Saved entries:
__________________________________________________

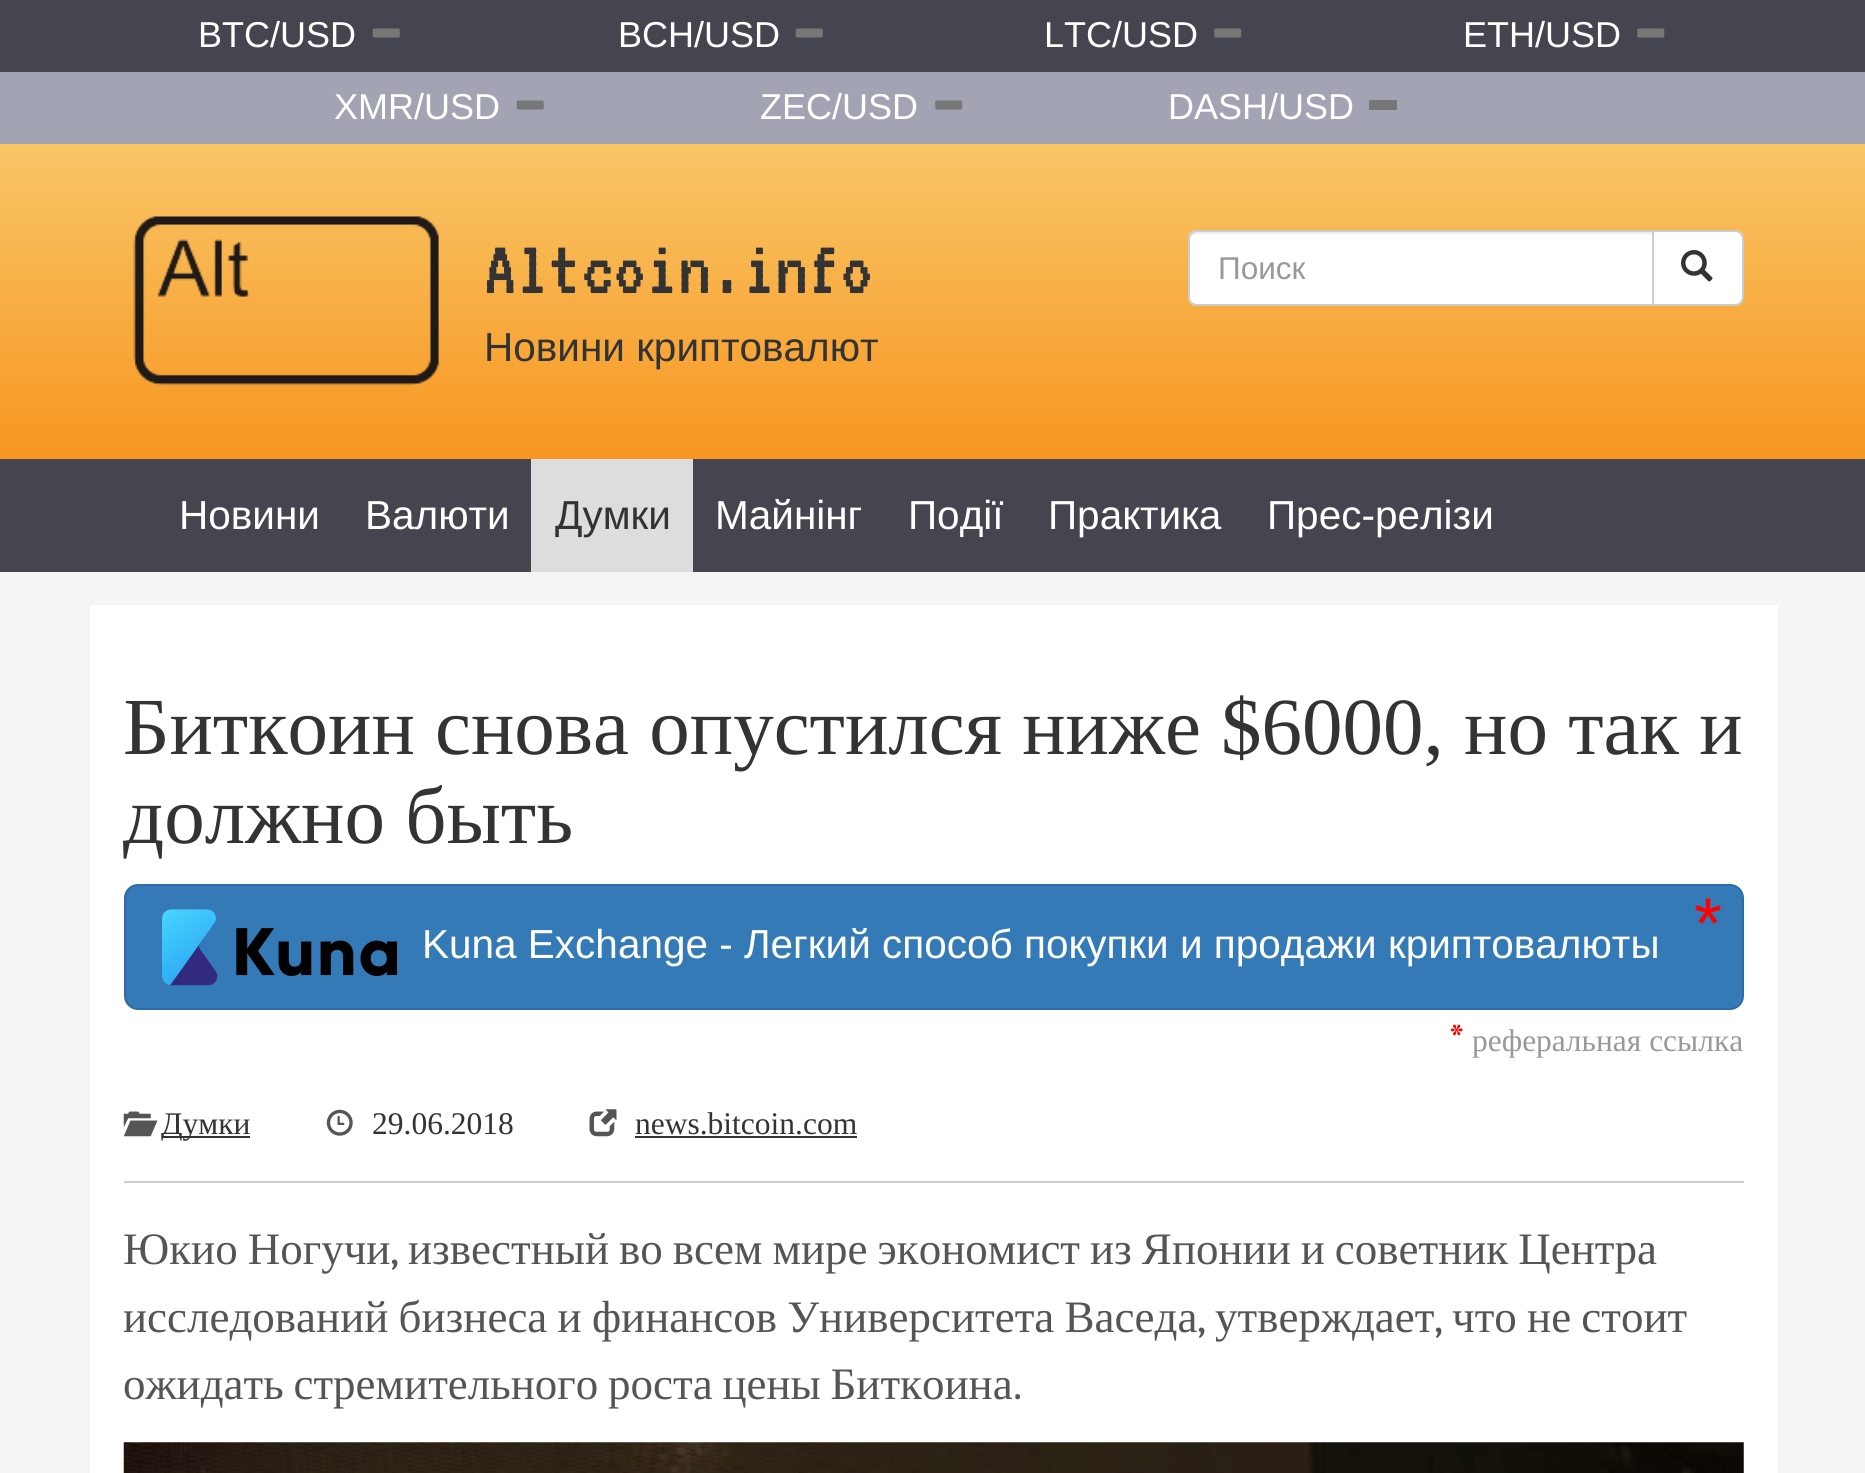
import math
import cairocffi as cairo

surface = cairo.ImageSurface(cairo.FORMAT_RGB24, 1865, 1473)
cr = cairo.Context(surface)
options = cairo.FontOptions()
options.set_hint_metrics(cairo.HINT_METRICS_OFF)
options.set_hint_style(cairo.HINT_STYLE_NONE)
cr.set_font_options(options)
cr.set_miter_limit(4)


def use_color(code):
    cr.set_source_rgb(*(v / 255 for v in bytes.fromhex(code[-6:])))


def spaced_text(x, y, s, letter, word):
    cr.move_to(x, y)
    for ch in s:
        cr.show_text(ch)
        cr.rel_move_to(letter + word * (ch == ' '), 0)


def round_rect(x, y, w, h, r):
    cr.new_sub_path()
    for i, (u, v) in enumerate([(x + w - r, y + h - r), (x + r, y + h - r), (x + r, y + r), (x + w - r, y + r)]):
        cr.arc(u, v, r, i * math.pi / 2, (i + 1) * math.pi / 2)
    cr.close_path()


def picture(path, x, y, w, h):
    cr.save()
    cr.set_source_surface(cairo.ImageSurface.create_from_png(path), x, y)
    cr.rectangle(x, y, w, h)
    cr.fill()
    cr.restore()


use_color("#f5f5f5")
cr.paint()
use_color("#454550")
cr.rectangle(0, 0, 1865, 72)
cr.fill()
cr.select_font_face("Liberation Sans")
cr.set_font_size(36)
use_color("#ffffff")
cr.move_to(198, 47)
cr.show_text("BTC/USD")
picture("img1.png", 372, 28, 28, 10)
cr.move_to(618, 47)
cr.show_text("BCH/USD")
picture("img1.png", 795, 28, 28, 10)
cr.move_to(1044, 47)
cr.show_text("LTC/USD")
picture("img2.png", 1214, 28, 28, 10)
cr.move_to(1463, 47)
cr.show_text("ETH/USD")
picture("img2.png", 1637, 28, 28, 10)
use_color("#a2a4b4")
cr.rectangle(0, 72, 1865, 72)
cr.fill()
use_color("#ffffff")
cr.move_to(334, 119)
cr.show_text("XMR/USD")
picture("img3.png", 516, 100, 28, 10)
cr.move_to(760, 119)
cr.show_text("ZEC/USD")
picture("img4.png", 935, 100, 28, 10)
cr.move_to(1168, 119)
cr.show_text("DASH/USD")
use_color("#777777")
cr.rectangle(1369, 100, 28, 10)
cr.fill()
gradient = cairo.LinearGradient(933, 144, 933, 459)
gradient.add_color_stop_rgba(0, 0.976, 0.776, 0.404, 1)
gradient.add_color_stop_rgba(1, 0.969, 0.588, 0.129, 1)
cr.set_source(gradient)
cr.rectangle(0, 144, 1865, 315)
cr.fill()
picture("img5.png", 133, 216, 306, 170)
cr.select_font_face("VT323")
cr.set_font_size(81)
use_color("#333333")
cr.move_to(484, 293)
cr.show_text("Altcoin.info")
cr.select_font_face("Liberation Sans")
cr.set_font_size(40.5)
cr.move_to(484, 361)
cr.show_text("Новини криптовалют")
use_color("#ffffff")
cr.new_path()
cr.move_to(1197, 230)
cr.line_to(1654, 230)
cr.line_to(1654, 306)
cr.line_to(1197, 306)
cr.curve_to(1192, 306, 1188, 302, 1188, 297)
cr.line_to(1188, 239)
cr.curve_to(1188, 234, 1192, 230, 1197, 230)
cr.close_path()
cr.fill()
use_color("#ececec")
cr.new_path()
cr.move_to(1197, 234)
cr.line_to(1652, 234)
cr.line_to(1652, 232)
cr.line_to(1197, 232)
cr.curve_to(1193, 232, 1190, 235, 1190, 239)
cr.line_to(1190, 241)
cr.curve_to(1190, 237, 1193, 234, 1197, 234)
cr.close_path()
cr.fill()
cr.new_path()
cr.move_to(1197, 231)
cr.line_to(1653, 231)
cr.line_to(1653, 305)
cr.line_to(1197, 305)
cr.curve_to(1192.5, 305, 1189, 301.5, 1189, 297)
cr.line_to(1189, 239)
cr.curve_to(1189, 234.5, 1192.5, 231, 1197, 231)
cr.close_path()
use_color("#cccccc")
cr.stroke()
cr.set_font_size(31.5)
use_color("#999999")
cr.move_to(1218, 279)
cr.show_text("Поиск")
use_color("#ffffff")
cr.new_path()
cr.move_to(1653, 231)
cr.line_to(1735, 231)
cr.curve_to(1739.5, 231, 1743, 234.5, 1743, 239)
cr.line_to(1743, 297)
cr.curve_to(1743, 301.5, 1739.5, 305, 1735, 305)
cr.line_to(1653, 305)
cr.close_path()
cr.fill_preserve()
use_color("#cccccc")
cr.stroke()
picture("img6.png", 1681, 250, 32, 32)
use_color("#454550")
cr.rectangle(0, 459, 1865, 113)
cr.fill()
cr.set_font_size(40.5)
use_color("#ffffff")
cr.move_to(179, 529)
cr.show_text("Новини")
cr.move_to(365, 529)
cr.show_text("Валюти")
use_color("#dddddd")
cr.rectangle(531, 459, 162, 113)
cr.fill()
use_color("#333333")
cr.move_to(555, 529)
cr.show_text("Думки")
use_color("#ffffff")
cr.move_to(715, 529)
cr.show_text("Майнінг")
cr.move_to(908, 529)
cr.show_text("Події")
cr.move_to(1048, 529)
cr.show_text("Практика")
cr.move_to(1267, 529)
cr.show_text("Прес-релізи")
cr.rectangle(90, 605, 1688, 868)
cr.fill()
cr.select_font_face("Liberation Serif")
cr.set_font_size(81)
use_color("#333333")
cr.move_to(123, 754)
cr.show_text("Биткоин снова опустился ниже $6000, но так и")
cr.move_to(123, 843)
cr.show_text("должно быть")
use_color("#337ab7")
round_rect(125, 885, 1618, 124, 13)
cr.fill_preserve()
use_color("#2e6da4")
cr.stroke()
picture("img7.png", 162, 909, 236, 77)
cr.select_font_face("Liberation Sans")
cr.set_font_size(40.5)
use_color("#ffffff")
cr.move_to(422, 958)
cr.show_text("Kuna Exchange - Легкий способ покупки и продажи криптовалюты")
cr.set_font_size(72)
use_color("#ff0000")
cr.move_to(1694, 948)
cr.show_text("*")
cr.select_font_face("Caladea")
cr.set_font_size(40.5)
cr.move_to(1448, 1051)
cr.show_text("*")
cr.select_font_face("Liberation Serif")
cr.set_font_size(31.5)
use_color("#999999")
cr.move_to(1472, 1051)
cr.show_text("реферальная ссылка")
use_color("#cccccc")
cr.rectangle(124, 1181, 1620, 2)
cr.fill()
picture("img8.png", 123, 1111, 35, 26)
use_color("#333333")
cr.rectangle(162, 1136, 88, 2)
cr.fill()
cr.move_to(161, 1134)
cr.show_text("Думки")
picture("img9.png", 326, 1109, 27, 27)
cr.move_to(372, 1134)
cr.show_text("29.06.2018")
picture("img10.png", 589, 1109, 28, 28)
cr.move_to(635, 1134)
cr.show_text("news.bitcoin.com")
cr.rectangle(635, 1136, 222, 2)
cr.fill()
cr.set_font_size(45)
use_color("#555555")
spaced_text(123, 1264, "Юкио Ногучи", 0, -1.25)
cr.select_font_face("Caladea")
cr.move_to(390, 1264)
cr.show_text(",")
cr.select_font_face("Liberation Serif")
spaced_text(408, 1264, "известный во всем мире экономист из Японии и советник Центра", 0, -1.25)
spaced_text(123, 1332, "исследований бизнеса и финансов Университета Васеда", 0, -1)
cr.select_font_face("Caladea")
cr.move_to(1197, 1332)
cr.show_text(",")
cr.select_font_face("Liberation Serif")
cr.move_to(1215, 1332)
cr.show_text("утверждает")
cr.select_font_face("Caladea")
cr.move_to(1434, 1332)
cr.show_text(",")
cr.select_font_face("Liberation Serif")
spaced_text(1452, 1332, "что не стоит", 0, -1)
spaced_text(123, 1399, "ожидать стремительного роста цены Биткоина", 0, -1.5)
cr.select_font_face("Caladea")
cr.move_to(1013, 1399)
cr.show_text(".")
picture("img11.png", 123, 1442, 1621, 31)
surface.write_to_png("result.png")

__________________________________________________

In the answer, give only the lines from the top of the data above through the line with "cr.restore()", reproduced exactly; no picture may appear.

import math
import cairocffi as cairo

surface = cairo.ImageSurface(cairo.FORMAT_RGB24, 1865, 1473)
cr = cairo.Context(surface)
options = cairo.FontOptions()
options.set_hint_metrics(cairo.HINT_METRICS_OFF)
options.set_hint_style(cairo.HINT_STYLE_NONE)
cr.set_font_options(options)
cr.set_miter_limit(4)


def use_color(code):
    cr.set_source_rgb(*(v / 255 for v in bytes.fromhex(code[-6:])))


def spaced_text(x, y, s, letter, word):
    cr.move_to(x, y)
    for ch in s:
        cr.show_text(ch)
        cr.rel_move_to(letter + word * (ch == ' '), 0)


def round_rect(x, y, w, h, r):
    cr.new_sub_path()
    for i, (u, v) in enumerate([(x + w - r, y + h - r), (x + r, y + h - r), (x + r, y + r), (x + w - r, y + r)]):
        cr.arc(u, v, r, i * math.pi / 2, (i + 1) * math.pi / 2)
    cr.close_path()


def picture(path, x, y, w, h):
    cr.save()
    cr.set_source_surface(cairo.ImageSurface.create_from_png(path), x, y)
    cr.rectangle(x, y, w, h)
    cr.fill()
    cr.restore()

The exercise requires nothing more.